Break out a big pot.

Saute onions in olive oil until they begin to wilt. Add celery, peppers, and garlic, and cook until everything is tender and fragrant. Add a pinch of S&P and a hefty pinch of red pepper flakes.

Add 2 cups decent red wine and cook until it comes to a boil and slightly reduces. Add clam broth and bring to a boil.

Add the tomatoes and just cut slightly – you want chunks of tomato in the final dish. Add more red pepper flakes. Bring everything to a boil, reduce heat, cover, and simmer about an hour. Stir in the parsley.

30 minutes before serving, add the crab. 15 minutes before serving, add the remaining seafood.

Simmer until everything is cooked through.
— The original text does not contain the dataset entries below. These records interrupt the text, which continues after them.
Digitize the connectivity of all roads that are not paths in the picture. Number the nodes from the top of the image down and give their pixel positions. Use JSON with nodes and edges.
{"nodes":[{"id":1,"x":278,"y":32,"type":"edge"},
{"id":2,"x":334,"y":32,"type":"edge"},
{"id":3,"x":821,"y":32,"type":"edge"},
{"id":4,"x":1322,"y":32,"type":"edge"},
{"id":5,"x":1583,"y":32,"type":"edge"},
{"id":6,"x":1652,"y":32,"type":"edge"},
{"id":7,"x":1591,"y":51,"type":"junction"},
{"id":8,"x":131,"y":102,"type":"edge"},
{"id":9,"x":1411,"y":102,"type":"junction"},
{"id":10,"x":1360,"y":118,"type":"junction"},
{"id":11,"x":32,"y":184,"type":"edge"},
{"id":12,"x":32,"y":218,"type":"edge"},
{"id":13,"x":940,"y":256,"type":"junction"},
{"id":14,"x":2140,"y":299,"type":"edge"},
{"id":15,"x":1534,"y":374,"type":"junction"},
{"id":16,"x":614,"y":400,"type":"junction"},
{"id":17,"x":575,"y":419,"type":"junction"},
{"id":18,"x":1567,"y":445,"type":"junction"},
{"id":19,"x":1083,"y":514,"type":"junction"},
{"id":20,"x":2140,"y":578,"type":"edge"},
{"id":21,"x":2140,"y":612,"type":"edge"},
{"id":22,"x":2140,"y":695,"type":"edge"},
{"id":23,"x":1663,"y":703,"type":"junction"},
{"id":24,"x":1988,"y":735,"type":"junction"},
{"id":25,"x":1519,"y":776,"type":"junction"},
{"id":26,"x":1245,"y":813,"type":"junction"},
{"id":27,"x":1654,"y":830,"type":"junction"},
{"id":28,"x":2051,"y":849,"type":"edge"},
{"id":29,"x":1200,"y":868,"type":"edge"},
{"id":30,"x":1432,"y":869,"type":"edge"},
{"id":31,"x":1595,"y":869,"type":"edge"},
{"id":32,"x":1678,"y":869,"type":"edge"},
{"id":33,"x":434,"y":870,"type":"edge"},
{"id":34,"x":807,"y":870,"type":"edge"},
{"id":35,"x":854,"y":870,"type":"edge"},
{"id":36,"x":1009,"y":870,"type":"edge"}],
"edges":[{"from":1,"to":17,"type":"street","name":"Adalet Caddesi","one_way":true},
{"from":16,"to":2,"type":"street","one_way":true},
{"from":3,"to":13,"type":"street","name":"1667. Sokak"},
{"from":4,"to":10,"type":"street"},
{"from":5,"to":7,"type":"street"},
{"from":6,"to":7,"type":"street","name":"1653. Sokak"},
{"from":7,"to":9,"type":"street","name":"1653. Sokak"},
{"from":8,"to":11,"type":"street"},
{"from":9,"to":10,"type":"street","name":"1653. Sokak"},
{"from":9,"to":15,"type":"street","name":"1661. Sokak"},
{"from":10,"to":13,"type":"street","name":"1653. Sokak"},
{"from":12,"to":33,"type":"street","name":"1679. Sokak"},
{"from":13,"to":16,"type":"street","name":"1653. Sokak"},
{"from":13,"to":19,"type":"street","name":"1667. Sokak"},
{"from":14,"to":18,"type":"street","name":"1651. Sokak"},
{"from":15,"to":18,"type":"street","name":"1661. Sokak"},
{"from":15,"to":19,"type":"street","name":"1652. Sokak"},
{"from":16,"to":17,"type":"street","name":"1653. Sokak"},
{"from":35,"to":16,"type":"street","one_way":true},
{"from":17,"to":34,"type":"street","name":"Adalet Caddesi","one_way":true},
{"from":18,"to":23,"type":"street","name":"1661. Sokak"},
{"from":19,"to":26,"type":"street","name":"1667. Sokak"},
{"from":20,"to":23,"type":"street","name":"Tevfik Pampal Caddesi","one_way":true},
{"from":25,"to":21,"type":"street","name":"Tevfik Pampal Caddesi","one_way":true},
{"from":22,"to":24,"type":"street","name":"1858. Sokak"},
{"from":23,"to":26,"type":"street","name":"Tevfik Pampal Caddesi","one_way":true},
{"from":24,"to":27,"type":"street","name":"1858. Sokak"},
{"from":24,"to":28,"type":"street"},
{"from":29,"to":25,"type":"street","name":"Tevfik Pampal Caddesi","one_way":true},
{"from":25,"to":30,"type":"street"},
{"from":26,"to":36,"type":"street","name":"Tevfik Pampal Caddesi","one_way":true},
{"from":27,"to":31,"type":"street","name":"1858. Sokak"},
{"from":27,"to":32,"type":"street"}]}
Serve in wide bowls with the crustiest french bread you can find.

I’ve been thinking about Cioppino for quite a few months, now – ever since I thought there was a slight chance we would be hosting Christmas Eve dinner. I thought it the perfect dish for the Feast of the Seven Fish! We didn’t host, but if we ever do, I know what I’m making!

And today about 2:45 – before I had even finished the base sauce – I realized I had enough food for the neighborhood, so I called Victor’s brother and sister-in-law to come over and join us. We all ate heartily – and there’s still a batch that went into the freezer for Nonna when we’re in Sicily in a few weeks. It definitely is the perfect food to feed a crowd.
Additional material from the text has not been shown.